Sunny held his gaze, her expression thoughtful. Edward’s own expression, April saw, was unusually agitated.
‘Well, go on,’ Sunny said to him, in a flat, cool voice.
‘God, yes,’ said Oran, staring wide-eyed at the pair of them. ‘I’m about to expire from being agog.’
‘Very well.’
Edward handed Oran the first document — ‘This is your mother’s birth certificate’ — then the second — ‘And her mother’s, your real grandmother’s, for added reference.’
‘Can you read them with me?’ Oran said to April. ‘I need a bolster.’
April shuffled round her chair, and together they read the documents. They read them once, and then a second time, just to be sure.
‘Oh, my,’ said April.
‘I’m incapable even of saying “Oh, my”,’ said Oran. ‘I’ve received a sap to the skull in life’s back alley, and been robbed of all power of speech.’
He held a piece of paper in each hand. His eyes, still huge, shuttled between them as if trying to decipher two riddles that had been set by a particularly malicious Sphinx.
‘My grandmother. My mother’s real mother with the summer-gold hair,’ said Oran. ‘Lily Jane Blythe. Daughter of Ellis and Martha. There can’t be two of them, can there? Can there?’
‘I very much doubt it,’ said Edward.
‘And — Father Unknown? Any thoughts?’
‘Do you have any?’
‘My critical faculties have received blunt-force trauma,’ said Oran. ‘Help me out here!’
Edward caught April’s eye, and his silent question was clear: should he say something?

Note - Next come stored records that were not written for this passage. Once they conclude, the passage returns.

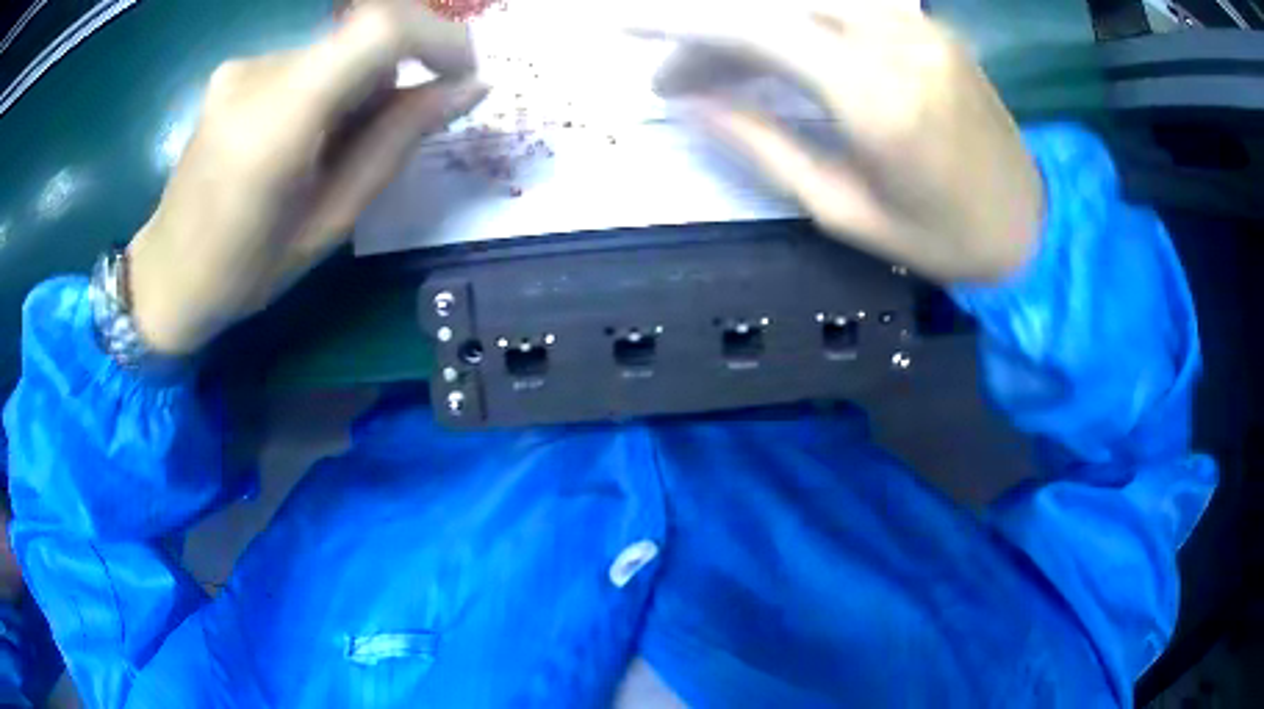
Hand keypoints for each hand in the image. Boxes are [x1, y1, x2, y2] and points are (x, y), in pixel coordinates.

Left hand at [127, 1, 485, 355]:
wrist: (166, 274)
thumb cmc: (245, 271)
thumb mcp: (332, 221)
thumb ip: (397, 142)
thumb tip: (469, 88)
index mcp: (277, 123)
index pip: (378, 29)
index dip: (438, 37)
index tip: (462, 74)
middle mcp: (258, 74)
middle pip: (362, 34)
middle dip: (400, 71)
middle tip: (396, 130)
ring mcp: (243, 65)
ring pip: (338, 48)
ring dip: (363, 85)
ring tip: (336, 149)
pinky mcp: (237, 68)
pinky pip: (309, 59)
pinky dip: (331, 87)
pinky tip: (305, 138)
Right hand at [637, 2, 1043, 284]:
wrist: (1030, 226)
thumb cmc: (942, 239)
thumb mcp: (843, 212)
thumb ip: (762, 147)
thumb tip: (693, 105)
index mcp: (877, 97)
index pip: (757, 29)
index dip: (683, 23)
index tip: (627, 29)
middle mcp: (897, 39)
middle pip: (776, 4)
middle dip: (711, 30)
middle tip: (680, 76)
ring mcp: (918, 23)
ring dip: (753, 22)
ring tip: (723, 64)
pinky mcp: (929, 23)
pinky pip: (846, 2)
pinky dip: (797, 18)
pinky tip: (781, 47)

April shook her head briefly. They should let Oran come to it in his own time.
‘My mother’s name is given here as Marianne Rowena Jemima Blythe,’ said Oran. ‘Am I reading too much into that? Am I, in fact, going mad?’
April put her arm around his hunched-up shoulders and hugged him.
‘You’re not,’ she said. ‘But I suspect those names show that Lily did not lie when she had them write Father Unknown.’
‘You’re saying that the truth is forever unknowable?’ said Oran.
‘Does that bother you?’
Oran traced his finger under the words that spelled his mother’s full name.
‘It’s always been my belief,’ he said, ‘that life has to contain mysteries that will never be explained. I mean, what would we do if we had nothing to wonder about, nothing to baffle us, keep us poised on our tip-toes? Our quest to divine the secrets of the universe seems to me to be the whole point of our existence. If we were to finally know it all, I think we’d vanish. In a puff of now pointless dust.’
‘So it doesn’t bother you?’ said April.
‘No, it bloody well does!’ said Oran. ‘But unless God decides to write me a clue across the heavens in letters of fire, there’s bastardly all I can do but accept it!’
April glanced over at Sunny, but she was away somewhere in the beyond. Or more likely in the before, and no wonder. April was dying to ask Sunny how much of this was genuinely news to her, but could not gather up the nerve.
Edward, thank goodness, was not such a wimp.
‘Did you really not know?’ he said to Sunny. ‘Did Lily not drop even one hint in all those years you corresponded?’
Sunny took her time meeting his eye.
‘Believe me or not, I don’t give two hoots either way,’ she said, ‘but no, Lily told me nothing. And since you are doubtless forming a wrongheaded opinion of her as we speak, I will categorically state that she would not have stayed silent out of shame. If she did indeed sleep with both James and Rowan, she would have done so out of pure affection and love for them both and would never have regretted it.’
‘I have no reason to doubt you,’ said Edward. ‘You knew her. I did not. Though you’re making me rather wish that I had. She sounds an uncommon kind of person. A better kind.’
Whether Edward intended to mollify or whether he was entirely sincere, his words had a calming effect. Sunny’s cool mask softened into an expression of wistful fondness.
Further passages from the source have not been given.